Task prompt:
Each record needs to be echoed exactly; can you do that?

::: Given entries :::

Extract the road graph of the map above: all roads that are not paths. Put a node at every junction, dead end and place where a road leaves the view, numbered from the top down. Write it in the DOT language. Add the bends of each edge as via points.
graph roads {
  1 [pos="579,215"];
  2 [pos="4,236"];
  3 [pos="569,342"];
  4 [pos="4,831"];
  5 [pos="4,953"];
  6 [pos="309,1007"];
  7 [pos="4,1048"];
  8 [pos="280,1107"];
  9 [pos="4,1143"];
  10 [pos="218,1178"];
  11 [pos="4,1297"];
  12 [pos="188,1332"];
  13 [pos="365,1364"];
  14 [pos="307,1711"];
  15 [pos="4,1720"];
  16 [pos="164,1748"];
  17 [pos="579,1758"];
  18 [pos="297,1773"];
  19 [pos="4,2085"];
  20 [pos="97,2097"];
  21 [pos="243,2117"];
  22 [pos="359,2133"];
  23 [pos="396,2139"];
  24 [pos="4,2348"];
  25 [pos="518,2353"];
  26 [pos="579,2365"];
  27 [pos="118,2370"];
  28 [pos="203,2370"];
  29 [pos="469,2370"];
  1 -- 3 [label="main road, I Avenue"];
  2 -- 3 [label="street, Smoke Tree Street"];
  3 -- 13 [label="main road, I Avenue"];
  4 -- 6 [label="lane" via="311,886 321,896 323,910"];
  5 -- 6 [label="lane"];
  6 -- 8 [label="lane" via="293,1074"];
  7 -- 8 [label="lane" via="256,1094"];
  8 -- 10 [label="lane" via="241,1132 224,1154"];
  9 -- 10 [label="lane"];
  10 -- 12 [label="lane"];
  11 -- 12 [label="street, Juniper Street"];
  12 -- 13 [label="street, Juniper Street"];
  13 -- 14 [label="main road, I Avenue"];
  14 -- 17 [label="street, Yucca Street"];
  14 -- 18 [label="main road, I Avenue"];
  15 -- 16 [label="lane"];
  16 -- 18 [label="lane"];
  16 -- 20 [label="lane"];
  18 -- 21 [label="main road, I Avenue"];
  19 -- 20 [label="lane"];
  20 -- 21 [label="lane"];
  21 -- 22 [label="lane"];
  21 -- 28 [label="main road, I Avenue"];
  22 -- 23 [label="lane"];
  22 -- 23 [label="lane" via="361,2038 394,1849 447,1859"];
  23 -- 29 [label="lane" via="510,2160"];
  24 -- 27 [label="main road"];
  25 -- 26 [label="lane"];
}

:::

Your response:
Extract the road graph of the map above: all roads that are not paths. Put a node at every junction, dead end and place where a road leaves the view, numbered from the top down. Write it in the DOT language. Add the bends of each edge as via points.
graph roads {
  1 [pos="579,215"];
  2 [pos="4,236"];
  3 [pos="569,342"];
  4 [pos="4,831"];
  5 [pos="4,953"];
  6 [pos="309,1007"];
  7 [pos="4,1048"];
  8 [pos="280,1107"];
  9 [pos="4,1143"];
  10 [pos="218,1178"];
  11 [pos="4,1297"];
  12 [pos="188,1332"];
  13 [pos="365,1364"];
  14 [pos="307,1711"];
  15 [pos="4,1720"];
  16 [pos="164,1748"];
  17 [pos="579,1758"];
  18 [pos="297,1773"];
  19 [pos="4,2085"];
  20 [pos="97,2097"];
  21 [pos="243,2117"];
  22 [pos="359,2133"];
  23 [pos="396,2139"];
  24 [pos="4,2348"];
  25 [pos="518,2353"];
  26 [pos="579,2365"];
  27 [pos="118,2370"];
  28 [pos="203,2370"];
  29 [pos="469,2370"];
  1 -- 3 [label="main road, I Avenue"];
  2 -- 3 [label="street, Smoke Tree Street"];
  3 -- 13 [label="main road, I Avenue"];
  4 -- 6 [label="lane" via="311,886 321,896 323,910"];
  5 -- 6 [label="lane"];
  6 -- 8 [label="lane" via="293,1074"];
  7 -- 8 [label="lane" via="256,1094"];
  8 -- 10 [label="lane" via="241,1132 224,1154"];
  9 -- 10 [label="lane"];
  10 -- 12 [label="lane"];
  11 -- 12 [label="street, Juniper Street"];
  12 -- 13 [label="street, Juniper Street"];
  13 -- 14 [label="main road, I Avenue"];
  14 -- 17 [label="street, Yucca Street"];
  14 -- 18 [label="main road, I Avenue"];
  15 -- 16 [label="lane"];
  16 -- 18 [label="lane"];
  16 -- 20 [label="lane"];
  18 -- 21 [label="main road, I Avenue"];
  19 -- 20 [label="lane"];
  20 -- 21 [label="lane"];
  21 -- 22 [label="lane"];
  21 -- 28 [label="main road, I Avenue"];
  22 -- 23 [label="lane"];
  22 -- 23 [label="lane" via="361,2038 394,1849 447,1859"];
  23 -- 29 [label="lane" via="510,2160"];
  24 -- 27 [label="main road"];
  25 -- 26 [label="lane"];
}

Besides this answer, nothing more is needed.